CN210186812U - Flue gas reaction tower - Google Patents

Abstract

The utility model discloses a flue gas reaction tower, which comprises a flue gas inlet and a flue gas outlet which are arranged at the top of the flue gas reaction tower, a rotary atomizer which is arranged at the center of the top of the flue gas reaction tower, and a discharge hole which is arranged at the bottom of the flue gas reaction tower; the inner side wall of the flue gas reaction tower is provided with at least one inflatable flat plate, and the flue gas reaction tower also comprises an inflation and deflation device which is arranged on the outer wall and communicated with the inflatable flat plate; the surface of the inflatable flat plate exposed to the smoke reaction space is made of high-temperature-resistant and elastic rubber materials; the inflation and deflation device inflates and deflates the inflatable flat plate through a communicated pipeline. Through the utility model discloses, solve the reaction tower that can't in time clear up the flue gas reaction and cause among the prior art in the reaction tower and tie up the condition of wall to reduce hardening in the reaction tower and hang grey phenomenon, guarantee the continuous and stable work of msw incineration power plant.

Description

Flue gas reaction tower

Technical Field

The utility model relates to a msw incineration technical field especially relates to a flue gas reaction tower.

Background

With the development of economy, the increasing population and the increasing living standard of people, the generation amount of municipal waste is increased. The pollution of the garbage to the environment becomes an increasingly serious problem, and how to economically and effectively treat the garbage is one of the effective ways for treating the solid waste at present by garbage incineration.
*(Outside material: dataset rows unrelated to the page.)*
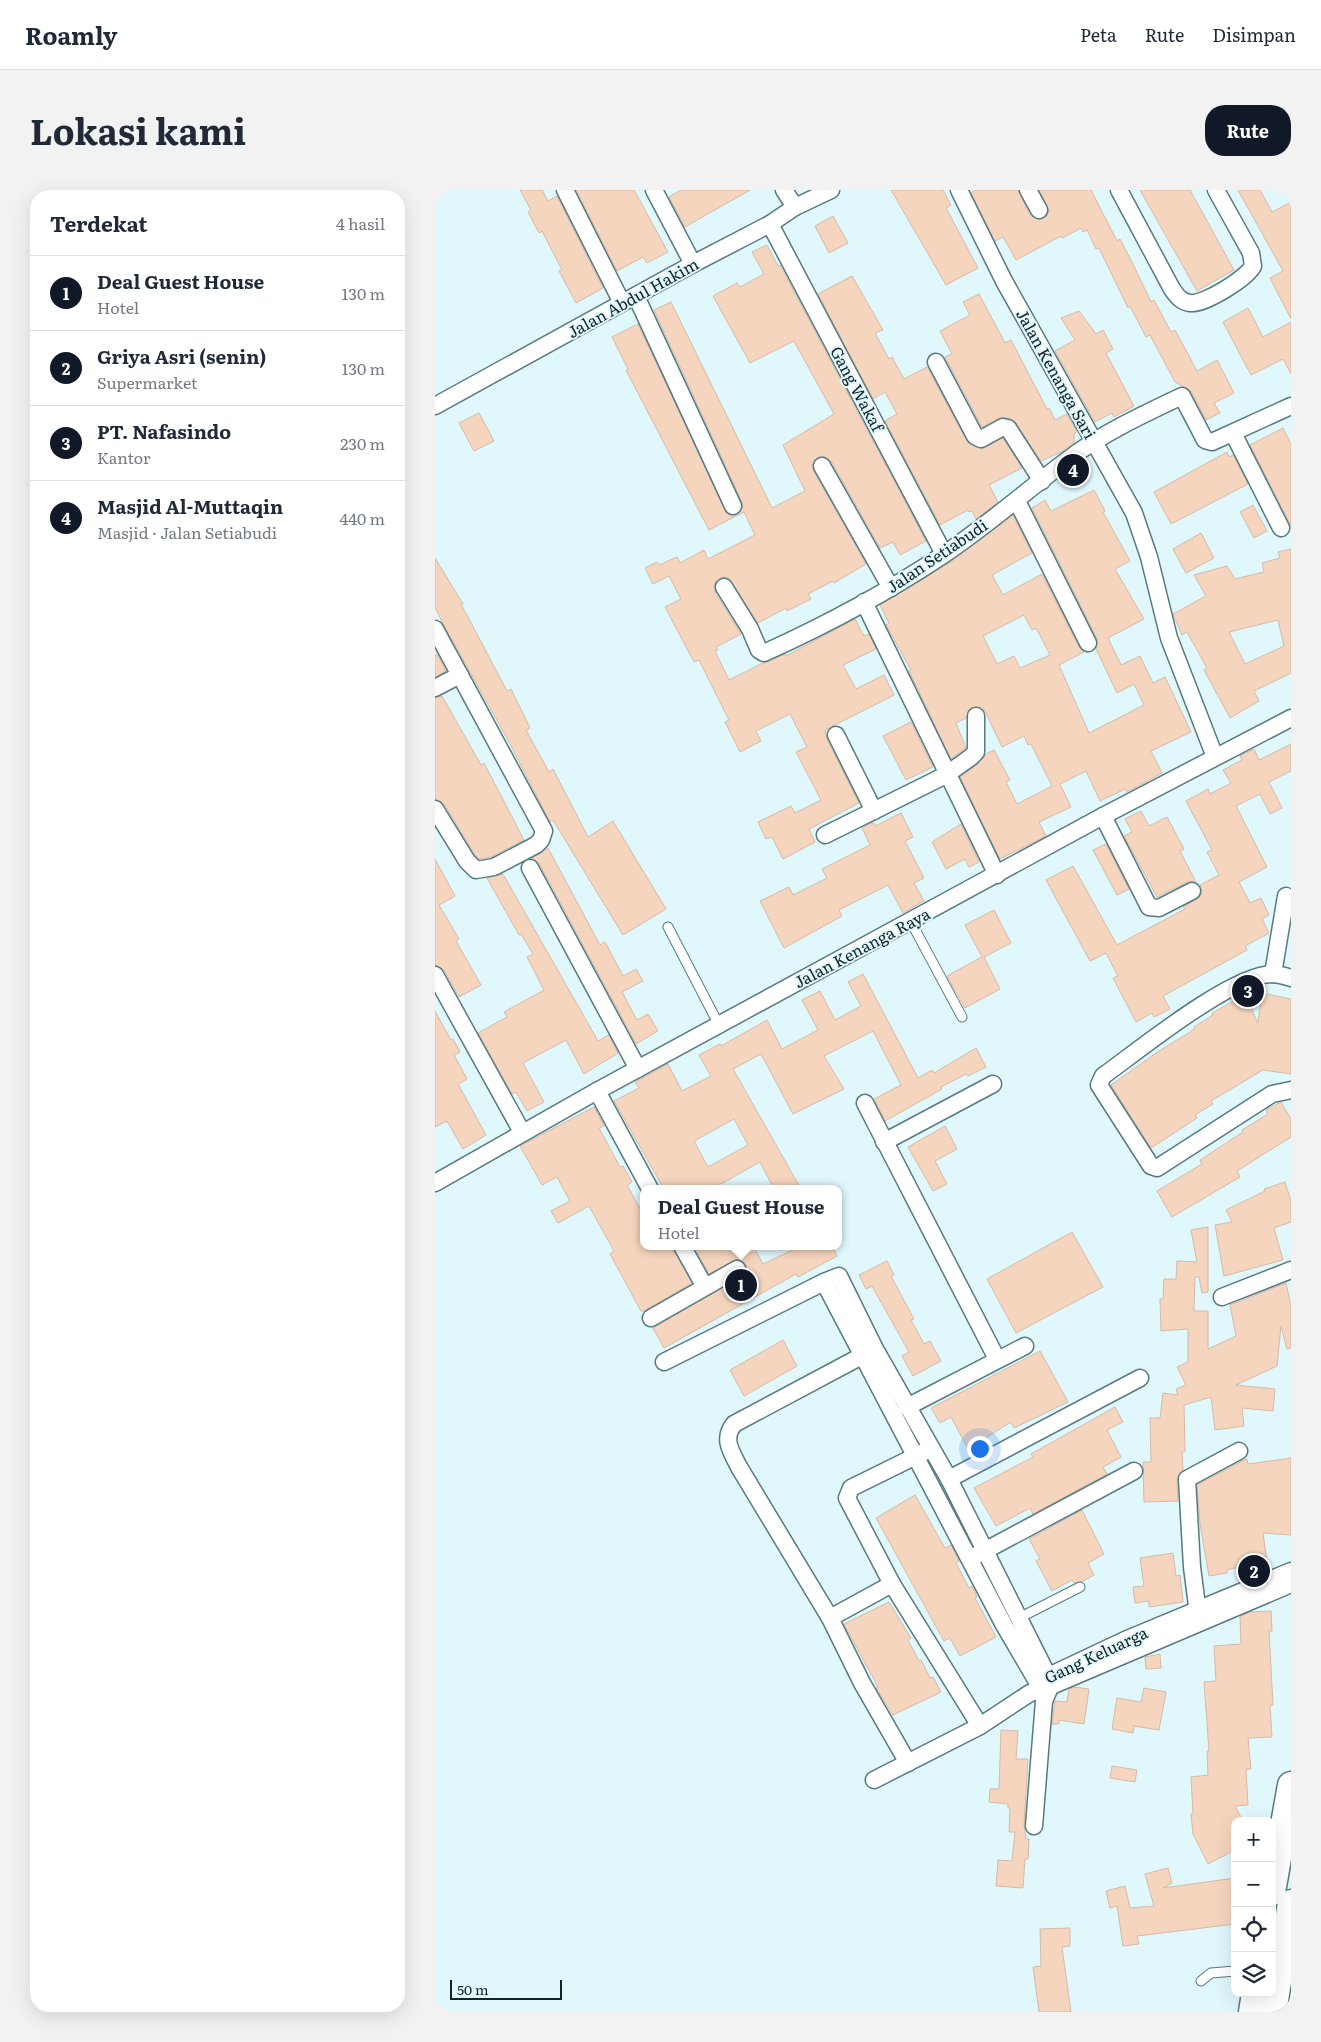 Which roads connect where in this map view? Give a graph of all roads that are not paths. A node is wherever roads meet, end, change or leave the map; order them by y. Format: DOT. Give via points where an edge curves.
graph roads {
  1 [pos="565,190"];
  2 [pos="653,190"];
  3 [pos="784,190"];
  4 [pos="831,190"];
  5 [pos="959,190"];
  6 [pos="1028,190"];
  7 [pos="1119,190"];
  8 [pos="1216,190"];
  9 [pos="795,207"];
  10 [pos="1039,210"];
  11 [pos="770,224"];
  12 [pos="693,264"];
  13 [pos="629,300"];
  14 [pos="936,362"];
  15 [pos="435,406"];
  16 [pos="1291,406"];
  17 [pos="1233,433"];
  18 [pos="1094,441"];
  19 [pos="822,466"];
  20 [pos="1042,481"];
  21 [pos="1017,501"];
  22 [pos="733,506"];
  23 [pos="1281,528"];
  24 [pos="944,554"];
  25 [pos="724,587"];
  26 [pos="891,588"];
  27 [pos="864,602"];
  28 [pos="435,629"];
  29 [pos="1088,643"];
  30 [pos="460,675"];
  31 [pos="435,688"];
  32 [pos="977,716"];
  33 [pos="1291,718"];
  34 [pos="836,735"];
  35 [pos="1215,758"];
  36 [pos="946,775"];
  37 [pos="435,809"];
  38 [pos="874,811"];
  39 [pos="1103,816"];
  40 [pos="825,836"];
  41 [pos="531,868"];
  42 [pos="997,875"];
  43 [pos="1192,891"];
  44 [pos="1286,896"];
  45 [pos="911,922"];
  46 [pos="668,927"];
  47 [pos="1273,974"];
  48 [pos="435,975"];
  49 [pos="1291,978"];
  50 [pos="962,1017"];
  51 [pos="719,1025"];
  52 [pos="637,1069"];
  53 [pos="993,1084"];
  54 [pos="1291,1090"];
  55 [pos="597,1091"];
  56 [pos="865,1103"];
  57 [pos="522,1132"];
  58 [pos="884,1142"];
  59 [pos="435,1183"];
  60 [pos="648,1185"];
  61 [pos="684,1250"];
  62 [pos="737,1269"];
  63 [pos="1291,1270"];
  64 [pos="705,1287"];
  65 [pos="1222,1297"];
  66 [pos="651,1318"];
  67 [pos="1025,1346"];
  68 [pos="869,1352"];
  69 [pos="997,1359"];
  70 [pos="664,1362"];
  71 [pos="1140,1378"];
  72 [pos="907,1407"];
  73 [pos="931,1449"];
  74 [pos="1239,1451"];
  75 [pos="915,1456"];
  76 [pos="1134,1471"];
  77 [pos="949,1479"];
  78 [pos="984,1551"];
  79 [pos="969,1559"];
  80 [pos="1291,1571"];
  81 [pos="892,1584"];
  82 [pos="1291,1584"];
  83 [pos="1080,1587"];
  84 [pos="1198,1617"];
  85 [pos="830,1618"];
  86 [pos="1019,1618"];
  87 [pos="1042,1688"];
  88 [pos="979,1726"];
  89 [pos="908,1762"];
  90 [pos="874,1780"];
  91 [pos="1291,1785"];
  92 [pos="1034,1826"];
  93 [pos="1276,1869"];
  94 [pos="1291,1903"];
  95 [pos="1231,1971"];
  96 [pos="1281,1972"];
  97 [pos="1201,1981"];
  98 [pos="1254,1997"];
  99 [pos="1252,2012"];
  100 [pos="1273,2012"];
  1 -- 13 [label="street"];
  2 -- 12 [label="street"];
  3 -- 9 [label="street"];
  4 -- 9 [label="street, Jalan Abdul Hakim"];
  5 -- 18 [label="street, Jalan Kenanga Sari" via="1004,282"];
  6 -- 10 [label="street"];
  7 -- 8 [label="street" via="1172,289 1180,299 1191,304 1203,301 1246,276 1253,266 1251,253"];
  9 -- 11 [label="street, Jalan Abdul Hakim"];
  11 -- 12 [label="street, Jalan Abdul Hakim"];
  11 -- 24 [label="street, Gang Wakaf"];
  12 -- 13 [label="street, Jalan Abdul Hakim"];
  13 -- 15 [label="street, Jalan Abdul Hakim"];
  13 -- 22 [label="street"];
  14 -- 20 [label="street" via="975,436 981,438 1003,427 1008,428"];
  16 -- 17 [label="street"];
  17 -- 18 [label="street, Jalan Setiabudi" via="1216,441 1205,440 1182,396"];
  17 -- 23 [label="street"];
  18 -- 20 [label="street, Jalan Setiabudi"];
  18 -- 35 [label="street, Jalan Kenanga Sari" via="1134,513 1143,536 1169,638"];
  19 -- 26 [label="street"];
  20 -- 21 [label="street, Jalan Setiabudi"];
  21 -- 24 [label="street, Jalan Setiabudi"];
  21 -- 29 [label="street"];
  24 -- 26 [label="street, Jalan Setiabudi"];
  25 -- 27 [label="street, Jalan Setiabudi" via="759,650 764,653 827,624"];
  26 -- 27 [label="street, Jalan Setiabudi"];
  27 -- 36 [label="street"];
  28 -- 30 [label="street"];
  30 -- 31 [label="street"];
  30 -- 37 [label="street" via="542,825 543,836 536,845 509,860 476,870"];
  32 -- 36 [label="street" via="976,752"];
  33 -- 35 [label="street, Jalan Kenanga Raya"];
  34 -- 38 [label="street"];
  35 -- 39 [label="street, Jalan Kenanga Raya"];
  36 -- 38 [label="street"];
  36 -- 42 [label="street"];
  38 -- 40 [label="street"];
  39 -- 42 [label="street, Jalan Kenanga Raya"];
  39 -- 43 [label="street" via="1149,907 1159,908"];
  41 -- 52 [label="street"];
  42 -- 45 [label="street, Jalan Kenanga Raya"];
  44 -- 47 [label="street"];
  45 -- 50 [label="lane"];
  45 -- 51 [label="street, Jalan Kenanga Raya"];
  46 -- 51 [label="lane"];
  47 -- 49 [label="street"];
  47 -- 54 [label="street" via="1247,981 1205,1003 1103,1076 1099,1085 1151,1166 1157,1168 1272,1094"];
  48 -- 57 [label="street"];
  51 -- 52 [label="street, Jalan Kenanga Raya"];
  52 -- 55 [label="street, Jalan Kenanga Raya"];
  53 -- 58 [label="street"];
  55 -- 57 [label="street, Jalan Kenanga Raya"];
  55 -- 60 [label="street"];
  56 -- 58 [label="street"];
  57 -- 59 [label="street, Jalan Kenanga Raya"];
  58 -- 69 [label="street"];
  61 -- 64 [label="street"];
  62 -- 64 [label="street"];
  63 -- 65 [label="street"];
  64 -- 66 [label="street"];
  67 -- 69 [label="street"];
  68 -- 70 [label="street" via="824,1282"];
  68 -- 72 [label="street"];
  68 -- 75 [label="street"];
  68 -- 85 [label="street" via="741,1420 727,1432 727,1442 739,1467"];
  69 -- 72 [label="street"];
  71 -- 77 [label="street"];
  72 -- 73 [label="street"];
  73 -- 75 [label="street"];
  73 -- 77 [label="street"];
  74 -- 84 [label="street" via="1187,1480"];
  75 -- 79 [label="street"];
  75 -- 81 [label="street" via="851,1488 847,1495"];
  76 -- 78 [label="street"];
  77 -- 78 [label="street"];
  78 -- 79 [label="street"];
  78 -- 86 [label="street"];
  79 -- 87 [label="street"];
  80 -- 84 [label="street, Gang Keluarga"];
  81 -- 85 [label="street"];
  81 -- 88 [label="street"];
  82 -- 84 [label="street, Gang Keluarga"];
  83 -- 86 [label="lane"];
  84 -- 87 [label="street, Gang Keluarga" via="1125,1640"];
  85 -- 89 [label="street" via="862,1683"];
  86 -- 87 [label="street"];
  87 -- 88 [label="street, Gang Keluarga"];
  87 -- 92 [label="street"];
  88 -- 89 [label="street, Gang Keluarga"];
  89 -- 90 [label="street, Gang Keluarga"];
  91 -- 93 [label="main road"];
  94 -- 96 [label="main road"];
  95 -- 97 [label="lane" via="1211,1973"];
  96 -- 100 [label="main road"];
  98 -- 99 [label="main road"];
}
The acid gas generated by the incineration of garbage has three common treatment methods, namely a dry method, a wet method and a semi-dry method. The dry method has simple process, less investment and low operation cost, but the pollutant removal rate is relatively low; the wet process is complex, the investment is high, the operation cost is high, the pollutant removal rate is high, but waste water needs to be treated; the semi-dry method is between the dry method and the wet method, the process treatment effect is better than that of the dry method, and the investment is lower than that of the wet method. Therefore, the technical policy of municipal solid waste treatment and pollution control released in 2000 clearly indicates that: the flue gas treatment is preferably carried out by adopting a semidry method and cloth bag dust removal process.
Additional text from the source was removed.